INCREASES IN PRODUCTIVITY AND THEIR DISTRIBUTION

Other than ardent Marxists and assorted other economic commentators prone to anarchy, nearly all economic commentators agree that new wealth is created by increases in productivity. The dictionary defines a product as “that which is produced; an effect; result.” Production is defined as “an act of bringing forward, a product of physical or mental labor.” Productivity describes the overall process which is positively impacted by harder work by labor and/or improvements in methods and innovative processes or devices in the production of goods and services for sale. Innovation and hard work will result in efficiencies which lower unit costs and place such a producer at a competitive advantage over others in the business, thereby increasing profits and “new wealth” due to such increases in productivity, new wealth including the increase in profits and the increase in shareholder value and such additional benefits as lowered interest costs on commercial paper such as corporate notes and bonds to the successful producers may offer for sale to investors in that market.

Few will argue with this general understanding of the role of productivity in creating new wealth, and still fewer will disagree that such efficiencies add to shareholder value, whether such corporate producer is privately owned or whether its stock is traded publicly. When profits go up, so do stock values; and when stock values go up, shareholders are able to cash in on capital gains opportunities or hold on to such equities for dividends awaiting yet further gains to increase their investor wealth. Such stock investors have considerable leeway in making such a decision since the internal revenue code provides preferential tax treatment either way. Other uses for such enhanced stock value include its use as collateral for loans by such shareholders who are enriched by increases in productivity and the consequent increase in collateral value of its stock for bigger loans. With such increases in pledge value for loans and with interest rates at historic lows (and deductible even so), shareholders have the best of all worlds and should be very pleased with their company’s performance. All is well, and getting better. Their investment was and is sound; they have money (and access to more) in their pockets. The CEO gets a raise and a bigger bonus and there are no complaints about that at the annual shareholders’ meeting. Everybody is happy.

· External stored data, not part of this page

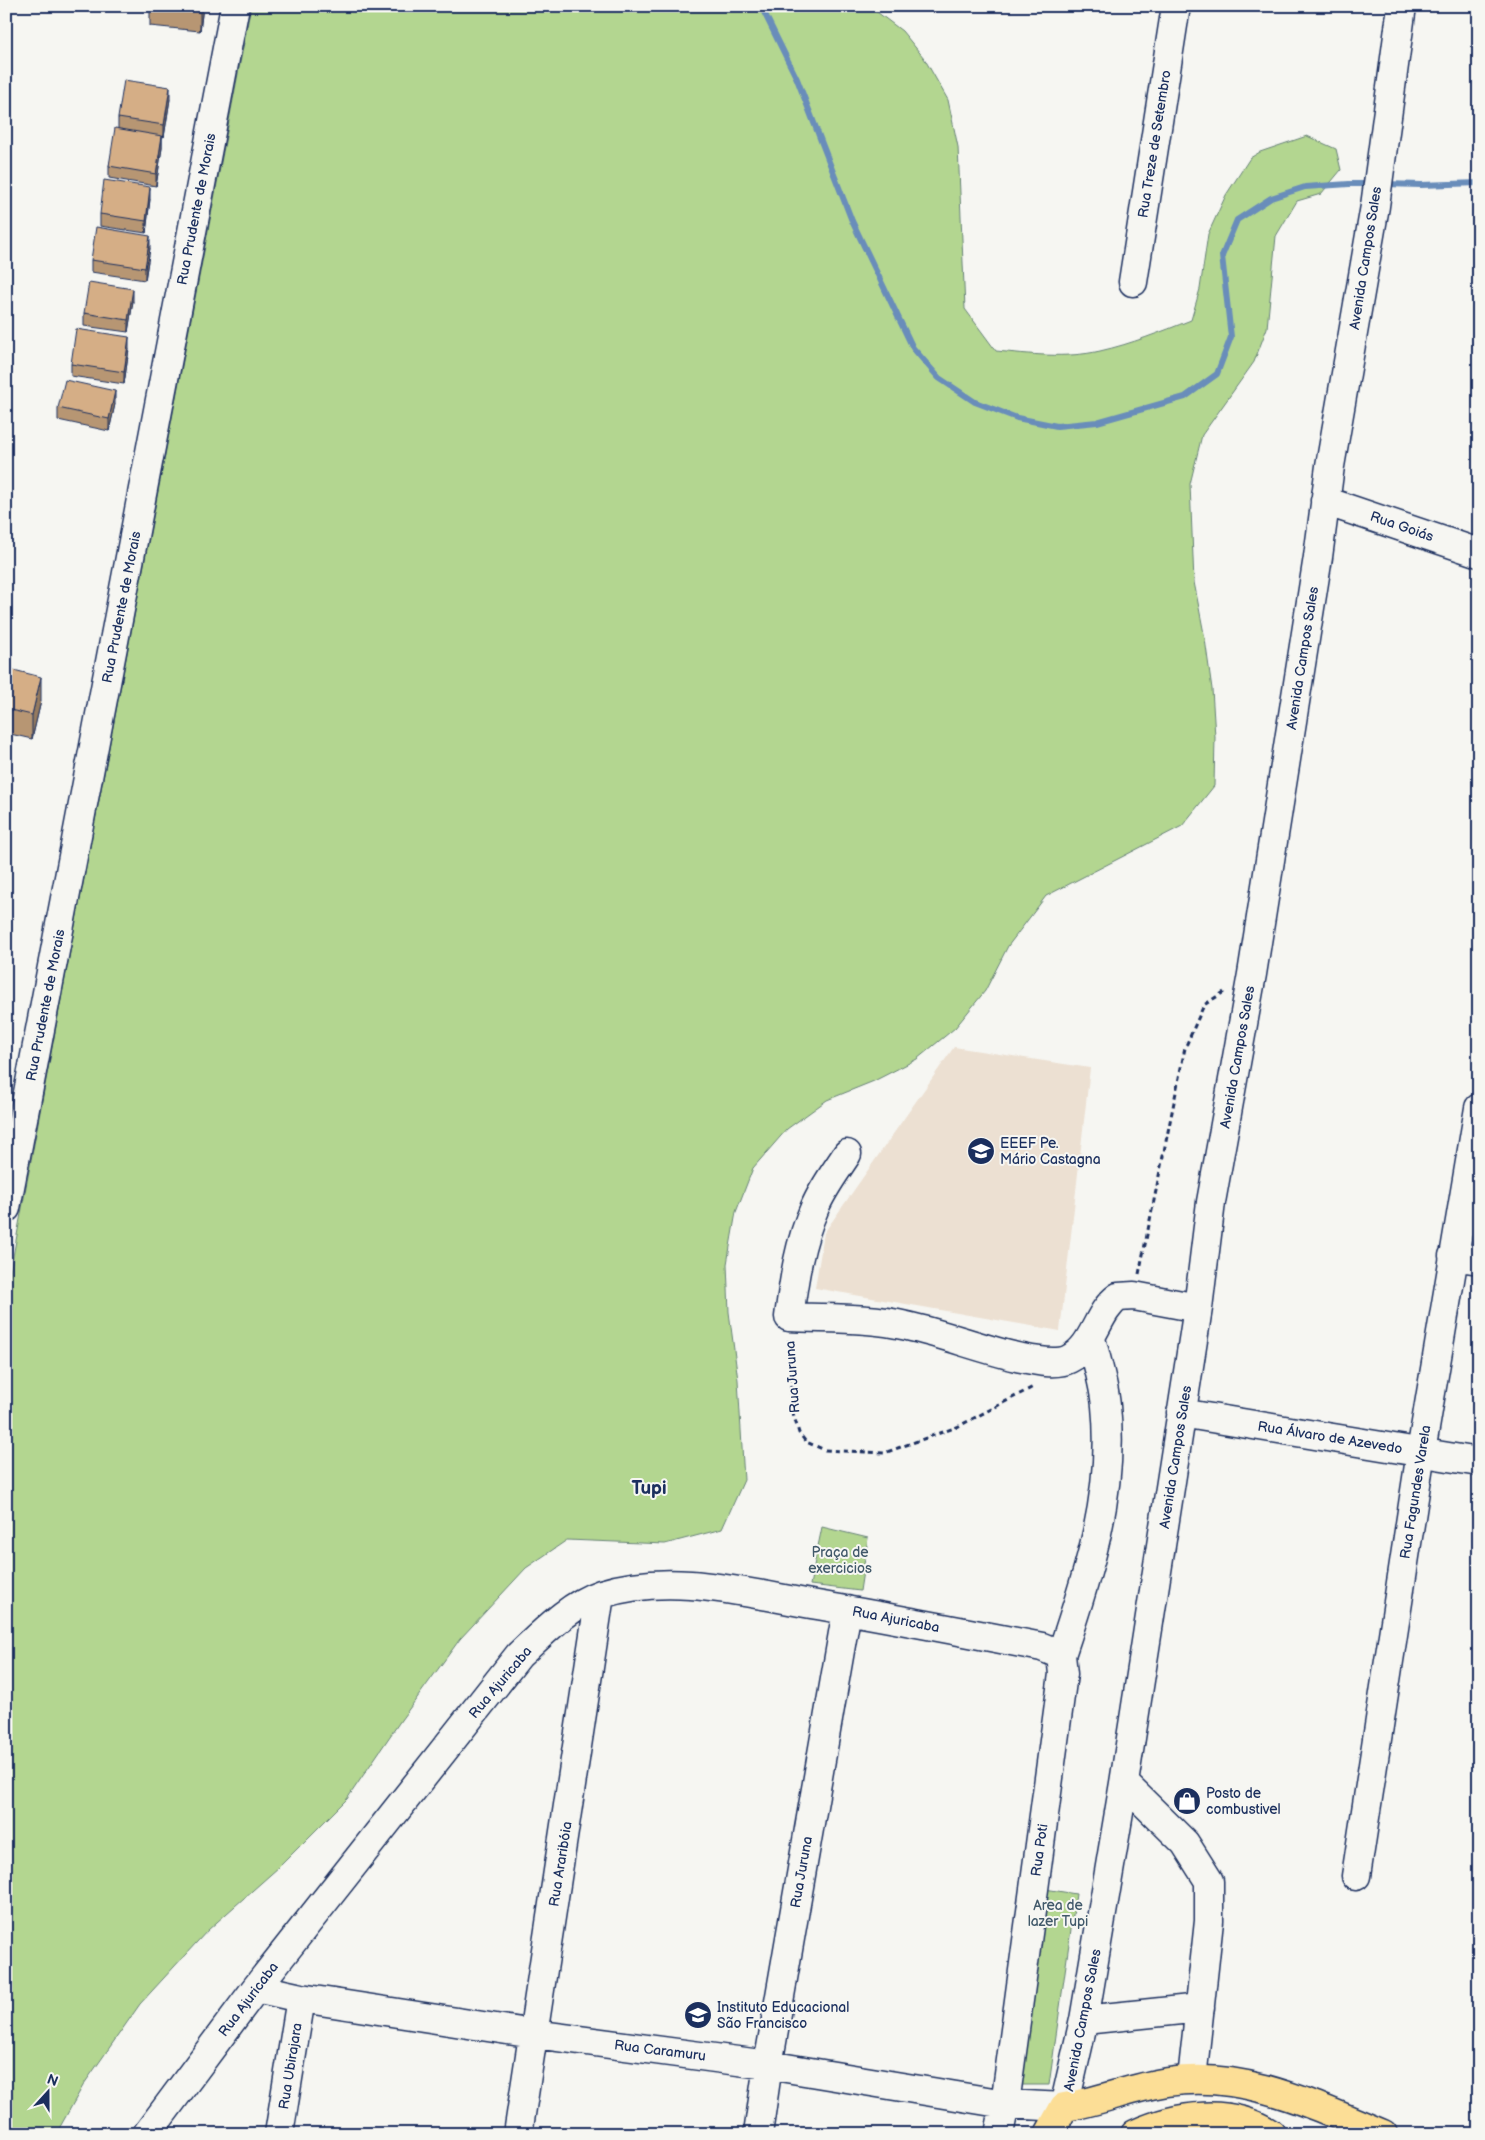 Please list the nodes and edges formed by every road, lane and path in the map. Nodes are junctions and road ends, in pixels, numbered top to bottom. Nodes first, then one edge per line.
1 (235, 6) edge
2 (1176, 6) edge
3 (1402, 6) edge
4 (1133, 282) dead end
5 (1325, 501) junction
6 (1479, 553) edge
7 (1252, 974) junction
8 (1479, 1108) edge
9 (847, 1154) dead end
10 (6, 1208) edge
11 (1466, 1258) edge
12 (1134, 1296) junction
13 (1198, 1308) junction
14 (789, 1316) junction
15 (1091, 1339) junction
16 (1068, 1360) junction
17 (1182, 1413) junction
18 (1421, 1452) junction
19 (1479, 1462) edge
20 (600, 1595) junction
21 (847, 1610) junction
22 (1061, 1655) junction
23 (1124, 1783) junction
24 (1356, 1876) dead end
25 (256, 1988) junction
26 (301, 1998) junction
27 (1200, 2008) junction
28 (1084, 2020) junction
29 (534, 2034) junction
30 (768, 2064) junction
31 (1192, 2079) junction
32 (1005, 2104) junction
33 (1064, 2107) junction
34 (147, 2134) edge
35 (279, 2134) edge
36 (518, 2134) edge
37 (758, 2134) edge
38 (999, 2134) edge
39 (1049, 2134) edge
40 (1135, 2134) edge
41 (1271, 2134) edge
42 (1384, 2134) edge

1 - 10 street, Rua Prudente de Morais
2 - 4 street, Rua Treze de Setembro
3 - 5 street, Avenida Campos Sales
5 - 6 street, Rua Goiás
5 - 7 street, Avenida Campos Sales
7 - 12 path
7 - 13 street, Avenida Campos Sales
8 - 11 street, Rua Fagundes Varela
9 - 14 street
11 - 18 street, Rua Fagundes Varela
12 - 13 street
12 - 15 street
13 - 17 street, Avenida Campos Sales
14 - 16 street
14 - 16 path, Rua Juruna
15 - 16 street
15 - 22 street
17 - 18 street, Rua Álvaro de Azevedo
17 - 23 street, Avenida Campos Sales
18 - 19 street, Rua Álvaro de Azevedo
18 - 24 street, Rua Fagundes Varela
20 - 21 street, Rua Ajuricaba
20 - 25 street, Rua Ajuricaba
20 - 29 street, Rua Araribóia
21 - 22 street, Rua Ajuricaba
21 - 30 street, Rua Juruna
22 - 32 street, Rua Poti
23 - 27 street
23 - 28 street, Avenida Campos Sales
25 - 26 street, Rua Caramuru
25 - 34 street, Rua Ajuricaba
26 - 29 street, Rua Caramuru
26 - 35 street, Rua Ubirajara
27 - 28 street
27 - 31 street
28 - 33 street, Avenida Campos Sales
29 - 30 street, Rua Caramuru
29 - 36 street, Rua Araribóia
30 - 32 street, Rua Caramuru
30 - 37 street, Rua Juruna
31 - 33 main road
31 - 42 main road
32 - 33 street, Rua Caramuru
32 - 38 street, Rua Poti
33 - 39 main road
40 - 41 main road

What is missing in this “capitalism at its best” story? We know shareholder value is enhanced, but what about the additional profits per se? The capitalists in this equation have already been richly rewarded by the increase in productivity resulting from “harder work and innovation” with their stock gains and (perhaps) dividends, both of which are taxed lightly. The CEO’s increase in compensation comes out of enhanced profits, of course, as do other executive salaries and bonuses up and down the corporate executive ladder. Did the CEO and his junior executives work harder, innovate, stand on the production line or drive the truck? Were they involved in suggesting some efficient shortcut in the productive process (as an assembly line worker or truck driver may have suggested to his/her foreman which resulted in innovative efficiency and increased productivity)?

The startling omission of the corporate workforce from sharing in such increases in productivity was not always thus. The post-WW II “feel good” era of corporate sharing of new wealth with its workforce lasted until circa 1974. It was an era in which such fair sharing of new wealth due to increases in productivity brought about a booming economy and the formation of a vibrant middle class. Both domestic and export markets (the latter due to wartime European devastation and the Marshall Plan) were on an upward trajectory hitherto unknown in the economic history of this country. What happened?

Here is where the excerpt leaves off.